The World Arc Starts
The World Arc team arrived on the 3 January and we discussed the problem with them. Fortunately one of the team knew of someone who had sailed with who wanted to sail to Australia – a 25 year old Frenchman called Victor who had some ocean sailing experience. We were due to meet him in a few days but at least it was a potential solution to our problem. We met him a few days later to find out that not only is he a very good sailor, he loves to cook and is very good at it. Could not have worked out better. It was also a great relief to have a third person on board for this “challenging” sail as it was referred to.
The World Arc put on a series of drinks in the evening and other social events during the day for the World Arc participants to get to know each other. There are 14 other boats in the fleet with the smallest at 40 feet and the largest at 62 feet. There is also a good range of nationalities: British, French, Icelandic, American, Australian, Irish, Swedish all with a common interest of sailing around the world. A few drinks parties, a few dinners and some social events helped to get to know people (as did the crib sheet the World Arc gave out showing who was on which boat).
The saga with the generator played out for the entire 8 days before we left, with engineers coming, taking things apart, trying different solutions but to the same effect.
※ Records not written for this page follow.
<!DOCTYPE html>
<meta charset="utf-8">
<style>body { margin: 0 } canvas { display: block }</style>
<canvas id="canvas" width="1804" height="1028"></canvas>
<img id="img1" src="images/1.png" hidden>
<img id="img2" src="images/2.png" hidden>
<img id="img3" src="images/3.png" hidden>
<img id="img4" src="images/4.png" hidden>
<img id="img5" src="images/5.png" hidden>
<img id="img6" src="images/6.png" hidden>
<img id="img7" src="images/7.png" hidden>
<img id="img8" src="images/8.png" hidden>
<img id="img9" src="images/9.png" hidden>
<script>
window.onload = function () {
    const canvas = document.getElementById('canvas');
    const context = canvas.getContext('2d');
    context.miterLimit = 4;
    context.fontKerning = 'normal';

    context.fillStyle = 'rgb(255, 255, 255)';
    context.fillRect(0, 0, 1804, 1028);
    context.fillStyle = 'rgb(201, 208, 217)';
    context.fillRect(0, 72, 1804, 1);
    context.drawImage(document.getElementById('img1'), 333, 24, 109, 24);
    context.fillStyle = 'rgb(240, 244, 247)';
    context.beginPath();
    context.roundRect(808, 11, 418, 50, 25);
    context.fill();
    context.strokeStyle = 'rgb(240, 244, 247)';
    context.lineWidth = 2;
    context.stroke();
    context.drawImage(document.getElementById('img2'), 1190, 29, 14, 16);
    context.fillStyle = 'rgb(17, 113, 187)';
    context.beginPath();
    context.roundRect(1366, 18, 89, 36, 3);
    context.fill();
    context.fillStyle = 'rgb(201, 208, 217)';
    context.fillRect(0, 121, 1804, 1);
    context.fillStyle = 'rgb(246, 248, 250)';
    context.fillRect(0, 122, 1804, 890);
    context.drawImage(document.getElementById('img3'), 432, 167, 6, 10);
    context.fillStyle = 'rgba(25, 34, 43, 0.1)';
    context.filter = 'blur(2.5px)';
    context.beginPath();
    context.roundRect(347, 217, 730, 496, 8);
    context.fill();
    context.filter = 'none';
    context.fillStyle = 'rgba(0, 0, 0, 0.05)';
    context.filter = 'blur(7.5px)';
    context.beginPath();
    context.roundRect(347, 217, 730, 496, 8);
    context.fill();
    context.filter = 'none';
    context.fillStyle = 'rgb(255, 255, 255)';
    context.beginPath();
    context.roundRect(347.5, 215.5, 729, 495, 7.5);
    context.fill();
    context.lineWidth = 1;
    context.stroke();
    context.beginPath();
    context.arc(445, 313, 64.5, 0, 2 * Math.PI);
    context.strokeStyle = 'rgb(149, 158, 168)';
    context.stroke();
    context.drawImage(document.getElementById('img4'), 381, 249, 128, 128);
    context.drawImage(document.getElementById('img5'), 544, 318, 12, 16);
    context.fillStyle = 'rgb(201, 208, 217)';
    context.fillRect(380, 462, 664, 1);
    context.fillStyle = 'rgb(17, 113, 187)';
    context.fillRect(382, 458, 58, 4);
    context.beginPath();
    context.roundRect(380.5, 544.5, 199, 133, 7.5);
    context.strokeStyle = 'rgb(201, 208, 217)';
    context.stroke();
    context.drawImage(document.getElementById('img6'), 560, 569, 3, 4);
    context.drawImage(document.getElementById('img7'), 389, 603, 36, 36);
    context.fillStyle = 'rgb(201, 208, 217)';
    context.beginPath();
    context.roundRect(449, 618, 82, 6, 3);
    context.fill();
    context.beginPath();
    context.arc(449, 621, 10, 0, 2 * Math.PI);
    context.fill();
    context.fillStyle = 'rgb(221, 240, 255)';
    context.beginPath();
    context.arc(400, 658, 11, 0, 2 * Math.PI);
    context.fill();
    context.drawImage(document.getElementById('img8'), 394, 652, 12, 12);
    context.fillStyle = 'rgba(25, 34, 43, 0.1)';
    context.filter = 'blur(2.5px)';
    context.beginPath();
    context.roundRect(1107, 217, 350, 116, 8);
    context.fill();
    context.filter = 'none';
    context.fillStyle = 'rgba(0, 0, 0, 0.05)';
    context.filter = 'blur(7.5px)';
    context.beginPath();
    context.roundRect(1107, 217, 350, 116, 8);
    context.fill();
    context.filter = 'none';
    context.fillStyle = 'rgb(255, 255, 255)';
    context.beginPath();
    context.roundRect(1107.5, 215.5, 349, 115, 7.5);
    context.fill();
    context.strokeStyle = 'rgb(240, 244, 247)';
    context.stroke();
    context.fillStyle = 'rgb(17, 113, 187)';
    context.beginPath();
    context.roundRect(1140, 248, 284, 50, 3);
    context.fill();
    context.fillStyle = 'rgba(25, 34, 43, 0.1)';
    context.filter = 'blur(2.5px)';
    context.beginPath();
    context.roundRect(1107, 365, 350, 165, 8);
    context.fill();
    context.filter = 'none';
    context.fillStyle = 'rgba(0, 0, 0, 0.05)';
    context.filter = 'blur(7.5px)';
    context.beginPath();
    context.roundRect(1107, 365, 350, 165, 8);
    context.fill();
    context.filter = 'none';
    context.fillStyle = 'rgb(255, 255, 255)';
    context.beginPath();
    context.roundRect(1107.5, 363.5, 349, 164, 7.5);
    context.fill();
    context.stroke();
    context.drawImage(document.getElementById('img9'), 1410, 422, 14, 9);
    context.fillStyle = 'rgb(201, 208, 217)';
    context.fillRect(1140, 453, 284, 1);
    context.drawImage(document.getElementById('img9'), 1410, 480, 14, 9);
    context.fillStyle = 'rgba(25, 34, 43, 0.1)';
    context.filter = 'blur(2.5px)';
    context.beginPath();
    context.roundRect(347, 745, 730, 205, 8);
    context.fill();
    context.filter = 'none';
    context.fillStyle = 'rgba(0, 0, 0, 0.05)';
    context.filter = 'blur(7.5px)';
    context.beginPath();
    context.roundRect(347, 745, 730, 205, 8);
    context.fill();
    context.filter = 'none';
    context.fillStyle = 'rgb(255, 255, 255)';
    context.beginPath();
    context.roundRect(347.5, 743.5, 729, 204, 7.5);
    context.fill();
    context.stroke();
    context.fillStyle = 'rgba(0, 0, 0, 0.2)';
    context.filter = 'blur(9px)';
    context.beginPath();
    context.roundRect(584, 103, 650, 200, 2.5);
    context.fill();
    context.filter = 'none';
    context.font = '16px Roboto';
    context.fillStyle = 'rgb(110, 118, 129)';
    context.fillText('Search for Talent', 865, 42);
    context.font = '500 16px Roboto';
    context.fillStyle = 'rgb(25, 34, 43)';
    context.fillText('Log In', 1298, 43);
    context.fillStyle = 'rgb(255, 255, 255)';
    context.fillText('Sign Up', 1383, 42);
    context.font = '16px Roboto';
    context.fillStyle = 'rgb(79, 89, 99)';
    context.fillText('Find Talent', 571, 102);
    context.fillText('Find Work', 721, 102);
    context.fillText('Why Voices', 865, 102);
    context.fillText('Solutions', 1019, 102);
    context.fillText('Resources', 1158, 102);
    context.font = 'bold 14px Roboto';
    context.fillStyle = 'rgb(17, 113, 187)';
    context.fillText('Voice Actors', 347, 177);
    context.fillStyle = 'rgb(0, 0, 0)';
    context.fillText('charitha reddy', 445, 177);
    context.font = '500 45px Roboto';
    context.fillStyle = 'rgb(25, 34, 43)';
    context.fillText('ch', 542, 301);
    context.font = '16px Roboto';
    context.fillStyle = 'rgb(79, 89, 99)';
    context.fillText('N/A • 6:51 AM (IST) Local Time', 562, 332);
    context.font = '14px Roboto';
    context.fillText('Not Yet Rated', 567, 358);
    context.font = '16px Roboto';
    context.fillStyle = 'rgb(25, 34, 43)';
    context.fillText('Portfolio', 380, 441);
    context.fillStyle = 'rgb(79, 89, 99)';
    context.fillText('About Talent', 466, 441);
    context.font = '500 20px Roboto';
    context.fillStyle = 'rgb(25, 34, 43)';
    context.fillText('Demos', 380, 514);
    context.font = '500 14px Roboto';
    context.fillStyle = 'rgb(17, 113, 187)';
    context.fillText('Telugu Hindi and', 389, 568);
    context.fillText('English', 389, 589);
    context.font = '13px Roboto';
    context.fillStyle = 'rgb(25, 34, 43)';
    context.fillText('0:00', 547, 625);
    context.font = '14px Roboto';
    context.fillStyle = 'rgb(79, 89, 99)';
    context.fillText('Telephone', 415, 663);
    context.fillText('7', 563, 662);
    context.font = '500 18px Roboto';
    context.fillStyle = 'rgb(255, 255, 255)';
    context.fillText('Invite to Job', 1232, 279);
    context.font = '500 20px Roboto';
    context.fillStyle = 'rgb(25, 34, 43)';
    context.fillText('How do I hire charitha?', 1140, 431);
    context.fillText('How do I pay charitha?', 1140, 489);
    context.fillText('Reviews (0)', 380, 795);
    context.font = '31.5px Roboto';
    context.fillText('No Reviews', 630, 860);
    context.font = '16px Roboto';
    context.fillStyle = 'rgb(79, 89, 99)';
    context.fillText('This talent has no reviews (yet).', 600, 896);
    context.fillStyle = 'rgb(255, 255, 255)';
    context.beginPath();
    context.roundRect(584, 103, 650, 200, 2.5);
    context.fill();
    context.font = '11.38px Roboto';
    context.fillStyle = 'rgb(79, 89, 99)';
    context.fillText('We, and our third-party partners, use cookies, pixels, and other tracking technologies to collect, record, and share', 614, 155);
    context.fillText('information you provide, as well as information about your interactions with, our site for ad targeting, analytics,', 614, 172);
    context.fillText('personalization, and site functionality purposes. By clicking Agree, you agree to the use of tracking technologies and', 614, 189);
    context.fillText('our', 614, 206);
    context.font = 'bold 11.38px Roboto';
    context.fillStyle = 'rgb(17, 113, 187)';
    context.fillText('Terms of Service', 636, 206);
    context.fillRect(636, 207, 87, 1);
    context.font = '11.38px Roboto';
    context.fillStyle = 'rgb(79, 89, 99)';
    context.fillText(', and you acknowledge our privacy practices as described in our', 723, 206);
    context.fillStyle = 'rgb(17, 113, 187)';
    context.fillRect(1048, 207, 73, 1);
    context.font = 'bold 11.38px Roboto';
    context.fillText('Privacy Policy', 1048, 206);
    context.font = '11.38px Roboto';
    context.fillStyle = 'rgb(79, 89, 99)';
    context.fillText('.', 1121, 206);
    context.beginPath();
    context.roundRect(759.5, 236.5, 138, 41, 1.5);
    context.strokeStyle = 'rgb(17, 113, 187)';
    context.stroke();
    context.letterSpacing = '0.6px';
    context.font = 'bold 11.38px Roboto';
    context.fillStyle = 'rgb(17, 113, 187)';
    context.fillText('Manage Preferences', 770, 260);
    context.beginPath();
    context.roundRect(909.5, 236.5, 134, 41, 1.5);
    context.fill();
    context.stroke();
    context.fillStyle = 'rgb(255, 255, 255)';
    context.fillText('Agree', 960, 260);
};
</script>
The day we left, the engineer turned up at 9am in the morning to put back the generator after having found that the brushes on the alternator had broken. I was pleased that they had found the fault, not pleased that the generator was in bits two hours before we were due to start the first leg to Santa Marta or that we did not have a replacement part. However he did manage to put it back together just in time so we did get to the start line on time but it was not the most relaxed of starts.
The last night before the start was the farewell party at a local hotel. Rum cocktails, some nibbles and a steel band together with speeches from the government minister for Tourism and various other people. The drinks ended at a respectable 9pm so a few of us set off to go to the Friday night “Jump Up” at Gros Islet. This is a street party over about 4 streets where all the locals go on a Friday night to have street food, loud music and dance. It was one great big party and even the rain showers did not dampen the atmosphere. Never a good idea to go out the night before the start of a 5 day sail and especially not going out until 2am (or maybe it was the beer that was not the good idea – I forget which). We all slept well that night and felt surprisingly alert the next morning, no doubt in anticipation of the next 5 days.